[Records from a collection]
^^^^
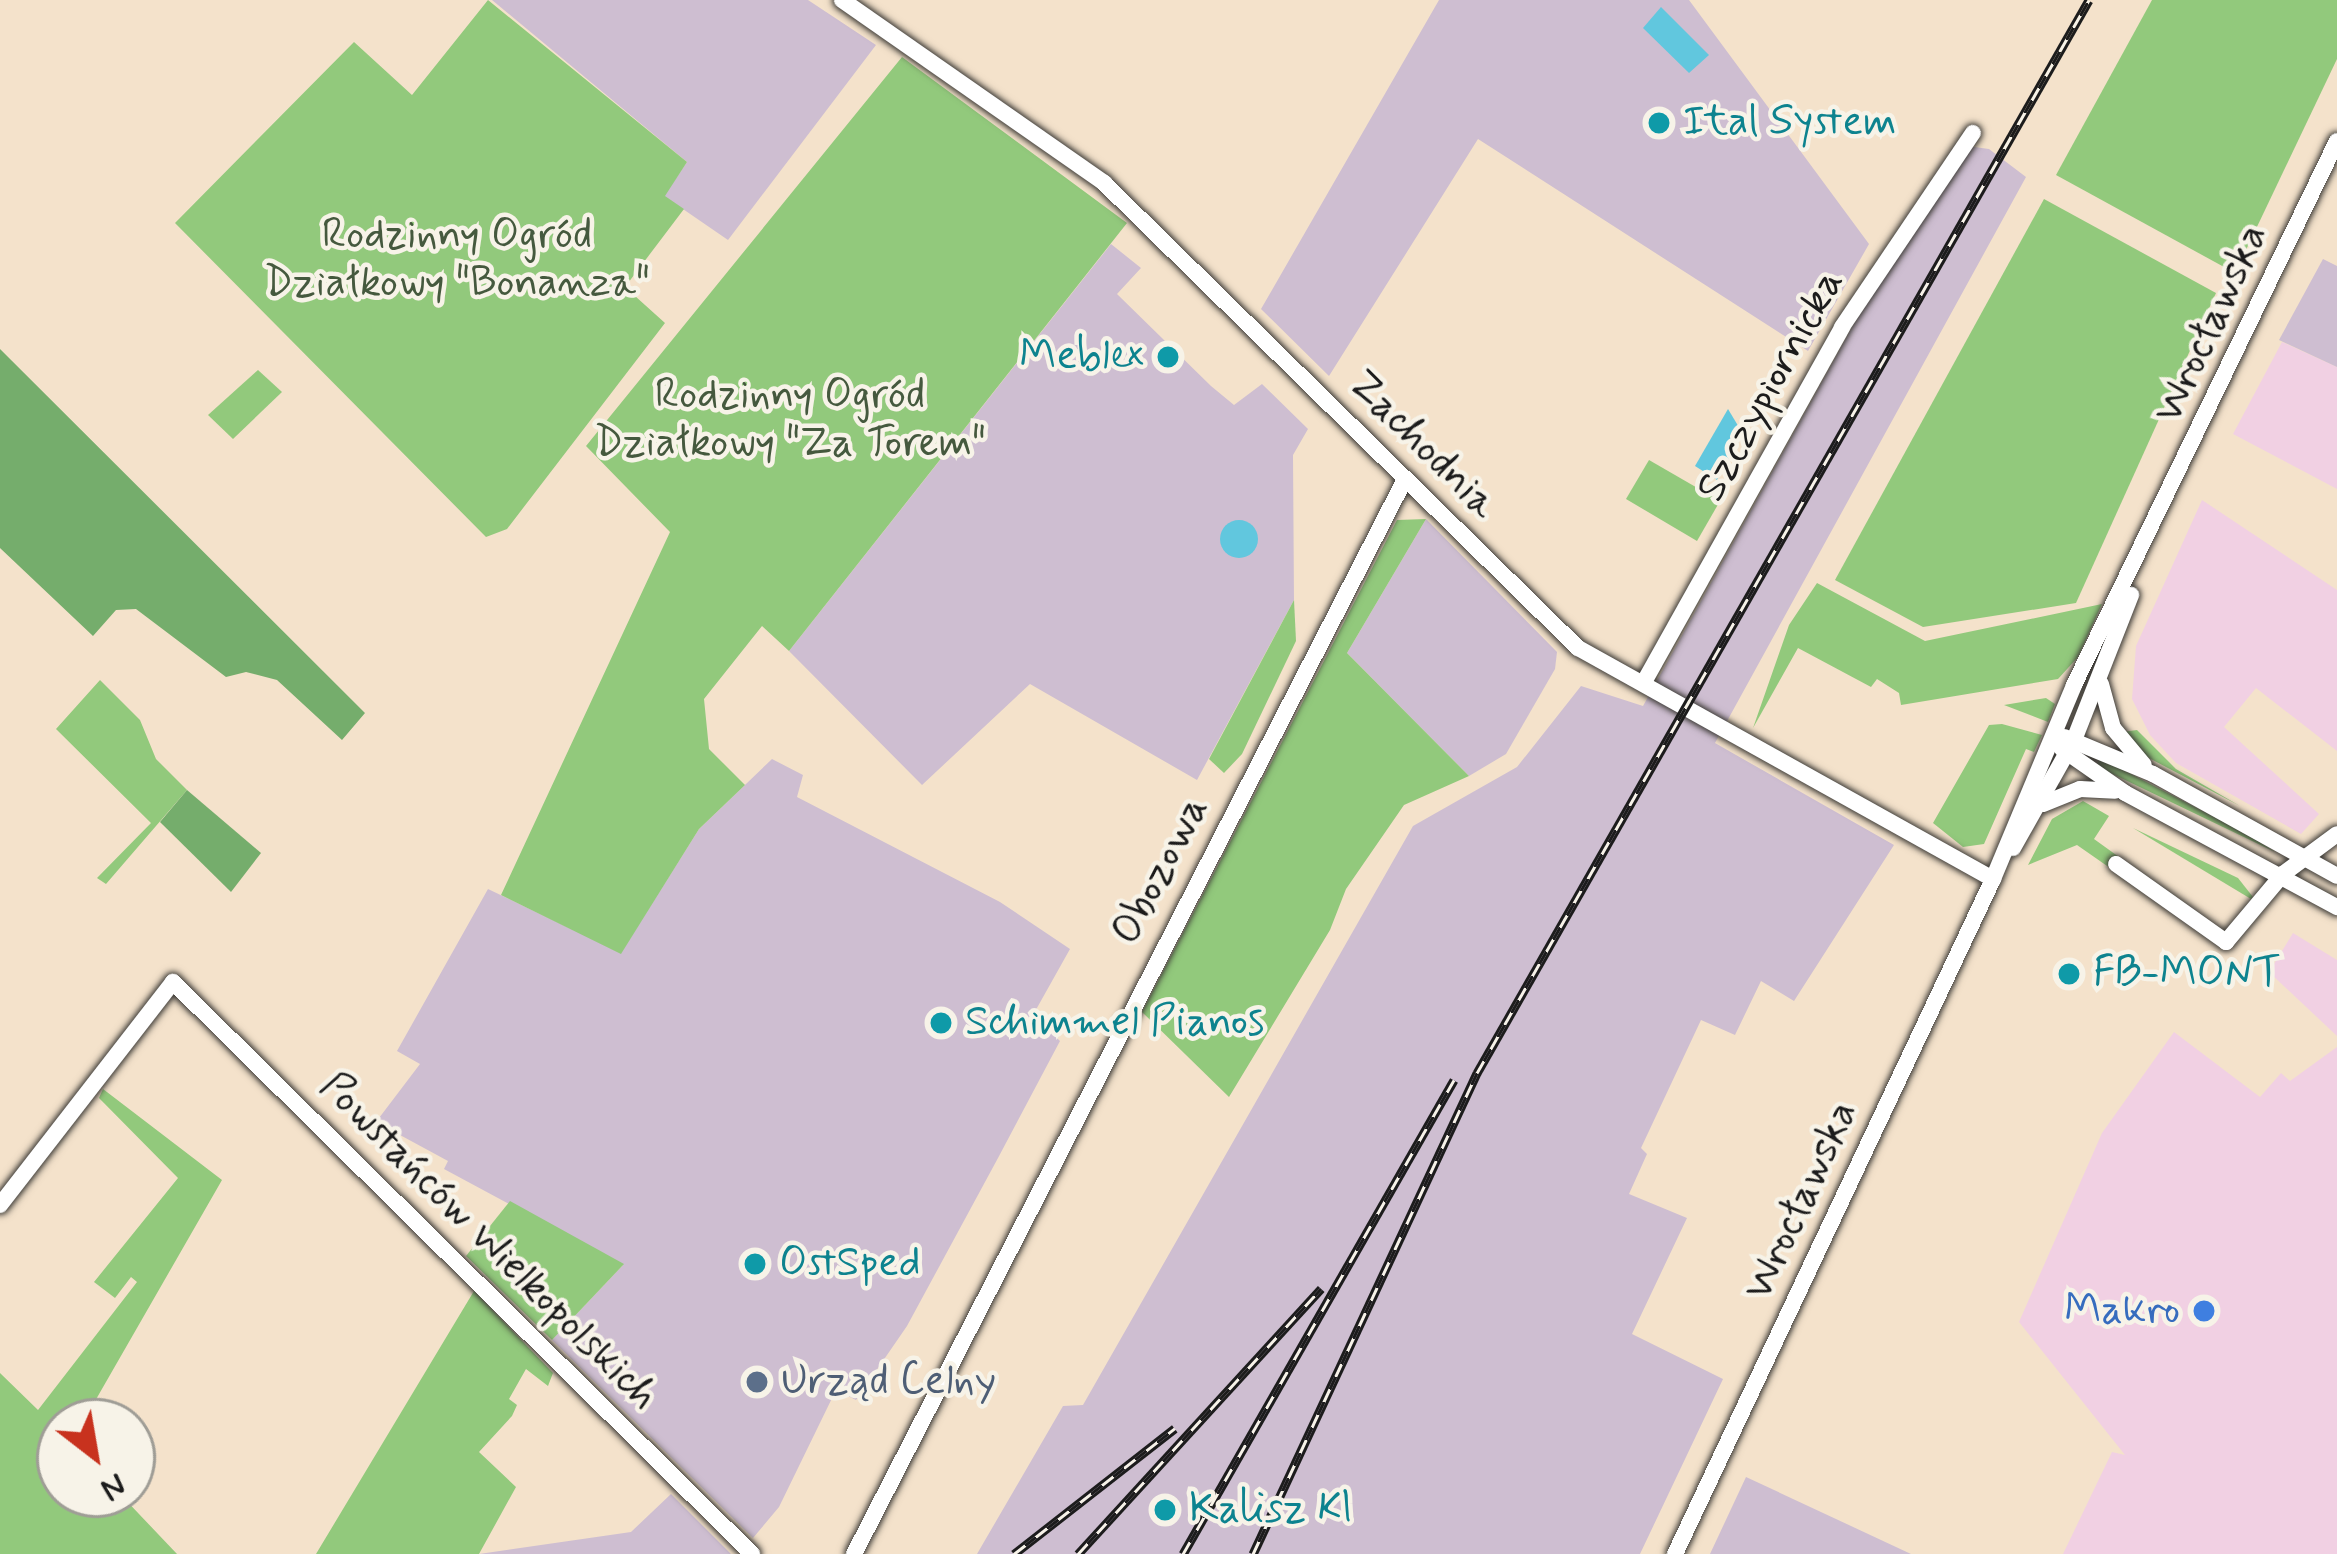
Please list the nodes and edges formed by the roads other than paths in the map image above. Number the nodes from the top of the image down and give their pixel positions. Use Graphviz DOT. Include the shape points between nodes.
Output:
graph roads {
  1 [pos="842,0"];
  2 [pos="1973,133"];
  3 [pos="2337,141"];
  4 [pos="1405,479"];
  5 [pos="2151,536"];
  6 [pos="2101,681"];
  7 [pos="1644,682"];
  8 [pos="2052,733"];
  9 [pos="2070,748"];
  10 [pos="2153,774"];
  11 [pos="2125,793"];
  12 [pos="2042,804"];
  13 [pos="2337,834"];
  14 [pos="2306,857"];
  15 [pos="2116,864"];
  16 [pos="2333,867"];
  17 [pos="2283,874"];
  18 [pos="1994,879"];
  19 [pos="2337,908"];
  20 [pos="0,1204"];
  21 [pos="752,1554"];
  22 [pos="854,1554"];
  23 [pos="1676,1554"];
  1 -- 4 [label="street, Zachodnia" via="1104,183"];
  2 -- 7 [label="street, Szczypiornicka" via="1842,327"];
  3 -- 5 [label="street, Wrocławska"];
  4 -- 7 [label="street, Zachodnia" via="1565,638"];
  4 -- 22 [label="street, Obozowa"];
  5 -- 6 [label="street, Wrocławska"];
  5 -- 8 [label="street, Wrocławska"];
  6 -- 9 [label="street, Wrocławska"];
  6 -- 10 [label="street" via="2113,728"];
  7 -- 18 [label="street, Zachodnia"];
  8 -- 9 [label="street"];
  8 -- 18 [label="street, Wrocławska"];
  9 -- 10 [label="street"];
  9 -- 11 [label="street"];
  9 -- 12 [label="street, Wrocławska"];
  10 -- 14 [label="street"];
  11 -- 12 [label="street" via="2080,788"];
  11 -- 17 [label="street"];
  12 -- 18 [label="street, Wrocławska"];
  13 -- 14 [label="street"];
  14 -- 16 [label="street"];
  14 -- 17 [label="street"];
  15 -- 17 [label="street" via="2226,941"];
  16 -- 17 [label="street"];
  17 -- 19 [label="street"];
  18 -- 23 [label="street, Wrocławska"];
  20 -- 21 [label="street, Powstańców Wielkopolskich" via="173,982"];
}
^^^^
**YOUR ASSIGNMENT:**
What lines above contain "Wrocławska"? Copy them out.

**EXPECTED ANSWER:**
  3 -- 5 [label="street, Wrocławska"];
  5 -- 6 [label="street, Wrocławska"];
  5 -- 8 [label="street, Wrocławska"];
  6 -- 9 [label="street, Wrocławska"];
  8 -- 18 [label="street, Wrocławska"];
  9 -- 12 [label="street, Wrocławska"];
  12 -- 18 [label="street, Wrocławska"];
  18 -- 23 [label="street, Wrocławska"];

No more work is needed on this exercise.